The data from fig. 3 indicated that uPAR and EGFR can form a complex in the presence of bFGF or VEGF. We postulated that HKa could disrupt this complex. Thus, we performed experiments in which lysates of DU145 cells were immunoprecipitated with an antibody to EGFR and the precipitates immunoblotted for uPAR (Figure 4A). The uPAR in cell lysates was precipitated by an antibody to the C-terminal of EGFR. HKa prevented the antibody to EGFR from precipitating uPAR by 74.8±8.2% (Figure 4B). The presence of EGFR was confirmed by probing the immunoprecipitates with anti-EGFR antibody.

Figure 4
HKa disrupts the complex of uPAR, EGFR and integrins

It has been suggested that the association of uPAR and EGFR requires α5β1 integrin(29).
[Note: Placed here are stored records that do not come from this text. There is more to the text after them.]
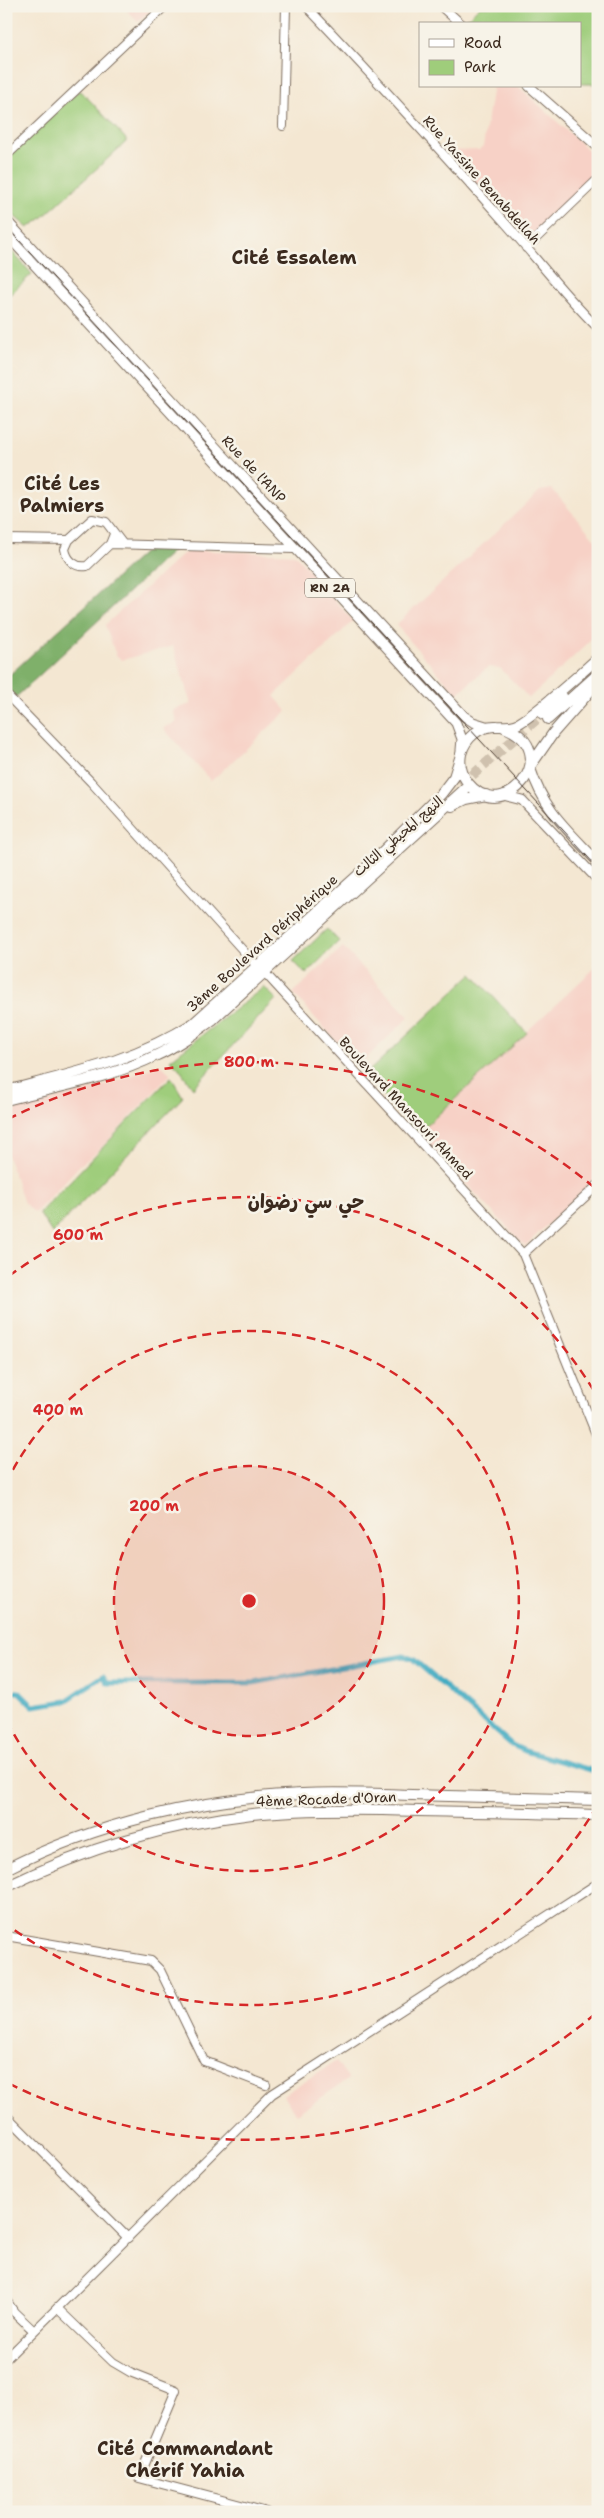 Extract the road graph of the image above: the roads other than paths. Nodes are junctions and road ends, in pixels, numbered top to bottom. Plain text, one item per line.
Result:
1 (165, 6) edge
2 (286, 6) edge
3 (306, 6) edge
4 (440, 6) edge
5 (458, 22) edge
6 (531, 88) edge
7 (283, 126) dead end
8 (598, 147) edge
9 (6, 156) edge
10 (598, 179) edge
11 (598, 188) edge
12 (6, 220) edge
13 (6, 234) edge
14 (528, 249) junction
15 (598, 328) edge
16 (114, 534) junction
17 (6, 539) edge
18 (56, 540) junction
19 (69, 540) junction
20 (122, 543) junction
21 (110, 544) junction
22 (65, 549) junction
23 (294, 549) junction
24 (598, 658) edge
25 (598, 663) edge
26 (598, 674) edge
27 (598, 682) edge
28 (6, 694) edge
29 (489, 726) junction
30 (504, 727) junction
31 (461, 755) junction
32 (530, 766) junction
33 (463, 787) joint
34 (488, 795) junction
35 (504, 795) junction
36 (373, 862) junction
37 (598, 862) edge
38 (598, 880) edge
39 (355, 890) junction
40 (264, 973) junction
41 (6, 1091) edge
42 (6, 1100) edge
43 (598, 1185) edge
44 (523, 1254) junction
45 (598, 1439) edge
46 (598, 1800) edge
47 (598, 1814) edge
48 (6, 1870) edge
49 (598, 1883) edge
50 (6, 1887) edge
51 (6, 1936) edge
52 (266, 2085) dead end
53 (6, 2115) edge
54 (128, 2238) junction
55 (6, 2300) edge
56 (57, 2308) junction
57 (34, 2331) junction
58 (6, 2358) edge
59 (268, 2512) edge

1 - 9 street
2 - 7 street
3 - 14 street, Rue Yassine Benabdellah
4 - 5 main road
6 - 8 main road
10 - 14 street
11 - 14 street
12 - 29 main road, Rue de l'ANP / RN 2A
13 - 23 main road, Rue de l'ANP / RN 2A
14 - 15 street, Rue Yassine Benabdellah
16 - 19 street
16 - 20 street
16 - 21 street
17 - 18 street
18 - 19 street
18 - 22 street
19 - 22 street
20 - 21 street
20 - 23 street
21 - 22 street
23 - 31 main road, Rue de l'ANP / RN 2A
24 - 30 highway
25 - 26 highway
27 - 32 highway
28 - 40 street, Boulevard Mansouri Ahmed
29 - 30 highway
29 - 31 highway
30 - 32 highway
31 - 34 highway
31 - 36 highway, 3ème Boulevard Périphérique
32 - 35 highway
32 - 37 main road
33 - 36 highway, النهج المحيطي الثالث
33 - 39 highway, 3ème Boulevard Périphérique
34 - 35 highway
34 - 39 highway, النهج المحيطي الثالث
35 - 38 main road
36 - 40 highway, 3ème Boulevard Périphérique
39 - 40 highway, 3ème Boulevard Périphérique
40 - 41 highway, 3ème Boulevard Périphérique
40 - 42 highway, 3ème Boulevard Périphérique
40 - 44 street, Boulevard Mansouri Ahmed
43 - 44 street
44 - 45 street
46 - 48 highway, 4ème Rocade d'Oran
47 - 50 highway, 4ème Rocade d'Oran
49 - 54 street
51 - 52 street
53 - 54 street
54 - 56 street
55 - 57 street
56 - 57 street
56 - 59 street
57 - 58 street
This observation raises the question whether uPAR directly binds to EGFR or via α5β1 integrin in prostate cancer cells. As shown in fig. 4C, antibodies to α5β1 and αvβ3 precipitated uPAR and EGFR from cell lysates. Consistent with our previous observations (18, 19), HKa prevented the antibody to α5β1 from precipitating uPAR by 67.4±9.7% and EGFR by 46.8±5.1% (Figure 4D) while HKa only prevented the antibody to αvβ3 from precipitating uPAR by 45.1±6.0% (Figure 4D) but not EGFR. Reciprocal experiments revealed that the antibody to EGFR precipitated α5β1 and αvβ3 integrin (Figure 4A), suggesting that uPAR, EGFR and integrins formed a complex. HKa blocked the antibody to EGFR from precipitating α5β1 by 83.3±12.3% (Figure 4B) but not αvβ3. Based on the data above, we propose that uPAR, EGFR and α5β1 or αvβ3 form two different complexes. In one complex, uPAR bridges EGFR and α5β1 together while in the other one αvβ3 brings uPAR and EGFR in close proximity. Thus, HKa can completely disrupt the EGFR-uPAR-α5β1 complex but only partially block the EGFR-αvβ3-uPAR complex became the binding of EGFR to αvβ3 is not inhibited by HKa.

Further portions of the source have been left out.